A few weeks ago, PolitiFact made a serious mistake in selecting its “Lie of the Year.” As the editors of the political fact-checking website saw it, Democratic claims that House Republicans voted to “end” Medicare earned the ignoble designation, despite the fact that the Democratic argument is easily supportable.
It was easy to predict what would happen next. As part of the party’s 2012 campaign message, Democrats would run ads criticizing GOP lawmakers for their anti-Medicare vote, and PolitiFact, its dubious analysis notwithstanding, would offer Republicans a valuable weapon — GOP leaders would go to every station in the country, telling them not to run campaign commercials that include claims proven to be untrue.
That PolitiFact’s decision was ridiculous wouldn’t matter.
And sure enough, we’re already seeing this start to play out. Greg Sargent has the latest:
Earlier this week, the Progressive Change Campaign Committee aired a TV ad, timed to the GOP presidential debate, attacking GOP incumbent Rep. Charlie Bass for voting to “end Medicare.” The Bass campaign sent letters to two New Hampshire stations — WMUR and WHDH — demanding the ads be yanked. Crucially, the Bass campaign repeatedly cited PolitiFact’s Lie of the Year designation to bolster its case.
Both stations refused.
“Our lawyers looked at the ad and concluded it’s within the bounds of robust public debate,” Jeff Barlett, the general manager of WMUR, tells me. “If Charlie Bass and his supporters disagree with this, they’re free to create their own ad and tell their side of the story.”

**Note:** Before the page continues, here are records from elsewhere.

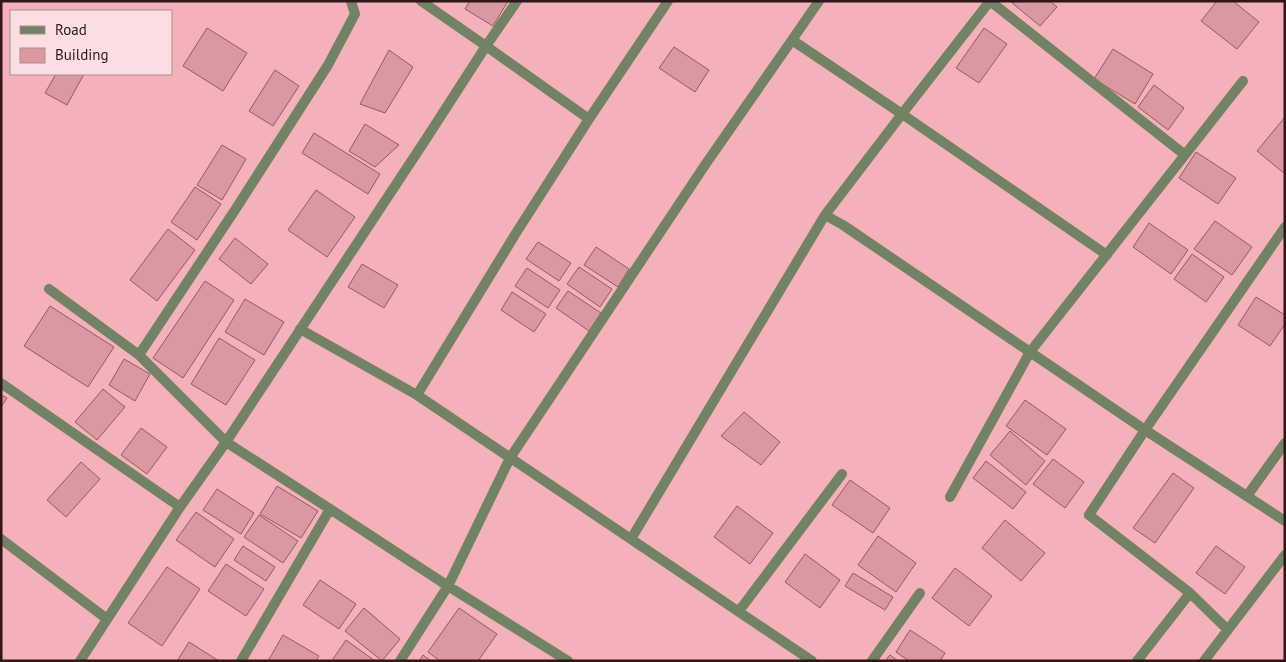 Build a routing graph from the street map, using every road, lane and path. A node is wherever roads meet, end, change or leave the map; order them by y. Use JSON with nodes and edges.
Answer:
{"nodes":[{"id":1,"x":352,"y":1,"type":"edge"},
{"id":2,"x":420,"y":1,"type":"edge"},
{"id":3,"x":517,"y":1,"type":"edge"},
{"id":4,"x":668,"y":1,"type":"edge"},
{"id":5,"x":819,"y":1,"type":"edge"},
{"id":6,"x":990,"y":1,"type":"edge"},
{"id":7,"x":792,"y":40,"type":"junction"},
{"id":8,"x":486,"y":46,"type":"junction"},
{"id":9,"x":1243,"y":81,"type":"dead end"},
{"id":10,"x":902,"y":114,"type":"junction"},
{"id":11,"x":589,"y":119,"type":"junction"},
{"id":12,"x":1185,"y":156,"type":"junction"},
{"id":13,"x":825,"y":215,"type":"junction"},
{"id":14,"x":1285,"y":227,"type":"edge"},
{"id":15,"x":1107,"y":255,"type":"junction"},
{"id":16,"x":49,"y":289,"type":"dead end"},
{"id":17,"x":300,"y":329,"type":"junction"},
{"id":18,"x":1030,"y":352,"type":"junction"},
{"id":19,"x":139,"y":355,"type":"junction"},
{"id":20,"x":1,"y":383,"type":"edge"},
{"id":21,"x":417,"y":395,"type":"junction"},
{"id":22,"x":1145,"y":430,"type":"junction"},
{"id":23,"x":226,"y":442,"type":"junction"},
{"id":24,"x":1285,"y":443,"type":"edge"},
{"id":25,"x":510,"y":458,"type":"junction"},
{"id":26,"x":842,"y":474,"type":"dead end"},
{"id":27,"x":1247,"y":496,"type":"junction"},
{"id":28,"x":950,"y":497,"type":"dead end"},
{"id":29,"x":180,"y":507,"type":"junction"},
{"id":30,"x":330,"y":509,"type":"junction"},
{"id":31,"x":1285,"y":521,"type":"edge"},
{"id":32,"x":1,"y":539,"type":"edge"},
{"id":33,"x":631,"y":539,"type":"junction"},
{"id":34,"x":1285,"y":555,"type":"edge"},
{"id":35,"x":448,"y":586,"type":"junction"},
{"id":36,"x":920,"y":593,"type":"dead end"},
{"id":37,"x":1190,"y":593,"type":"junction"},
{"id":38,"x":739,"y":612,"type":"junction"},
{"id":39,"x":107,"y":619,"type":"junction"},
{"id":40,"x":1228,"y":630,"type":"junction"},
{"id":41,"x":562,"y":659,"type":"edge"},
{"id":42,"x":80,"y":661,"type":"edge"},
{"id":43,"x":240,"y":661,"type":"edge"},
{"id":44,"x":400,"y":661,"type":"edge"},
{"id":45,"x":812,"y":661,"type":"edge"},
{"id":46,"x":872,"y":661,"type":"edge"},
{"id":47,"x":1137,"y":661,"type":"edge"},
{"id":48,"x":1204,"y":661,"type":"edge"}],
"edges":[{"from":1,"to":19,"type":"street"},
{"from":2,"to":8,"type":"street"},
{"from":3,"to":8,"type":"street"},
{"from":4,"to":11,"type":"street"},
{"from":5,"to":7,"type":"street"},
{"from":6,"to":10,"type":"street"},
{"from":6,"to":12,"type":"street"},
{"from":7,"to":10,"type":"street"},
{"from":7,"to":25,"type":"street"},
{"from":8,"to":11,"type":"street"},
{"from":8,"to":17,"type":"street"},
{"from":9,"to":12,"type":"street"},
{"from":10,"to":13,"type":"street"},
{"from":10,"to":15,"type":"street"},
{"from":11,"to":21,"type":"street"},
{"from":12,"to":15,"type":"street"},
{"from":13,"to":18,"type":"street"},
{"from":13,"to":33,"type":"street"},
{"from":14,"to":22,"type":"street"},
{"from":15,"to":18,"type":"street"},
{"from":16,"to":19,"type":"street"},
{"from":17,"to":21,"type":"street"},
{"from":17,"to":23,"type":"street"},
{"from":18,"to":22,"type":"street"},
{"from":18,"to":28,"type":"street"},
{"from":19,"to":23,"type":"street"},
{"from":20,"to":29,"type":"street"},
{"from":21,"to":25,"type":"street"},
{"from":22,"to":27,"type":"street"},
{"from":22,"to":37,"type":"street"},
{"from":23,"to":29,"type":"street"},
{"from":23,"to":30,"type":"street"},
{"from":24,"to":27,"type":"street"},
{"from":25,"to":33,"type":"street"},
{"from":25,"to":35,"type":"street"},
{"from":26,"to":38,"type":"street"},
{"from":27,"to":31,"type":"street"},
{"from":29,"to":39,"type":"street"},
{"from":30,"to":35,"type":"street"},
{"from":30,"to":43,"type":"street"},
{"from":32,"to":39,"type":"street"},
{"from":33,"to":38,"type":"street"},
{"from":34,"to":40,"type":"street"},
{"from":35,"to":41,"type":"street"},
{"from":35,"to":44,"type":"street"},
{"from":36,"to":46,"type":"street"},
{"from":37,"to":40,"type":"street"},
{"from":37,"to":47,"type":"street"},
{"from":38,"to":45,"type":"street"},
{"from":39,"to":42,"type":"street"},
{"from":40,"to":48,"type":"street"}]}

The other station requested a minor tweak, but left the “end Medicare” charge intact.
This is a meaningful win for common sense. Had the New Hampshire stations balked, it’d be that much more likely other Republicans would have additional leverage targeting more ads later in the year.
Congressional Republicans overwhelmingly supported a plan to privatize Medicare and replace it with a voucher scheme. Voters deserve to know about this proposal, and there’s no reason PolitiFact’s misjudgment should stand in the way.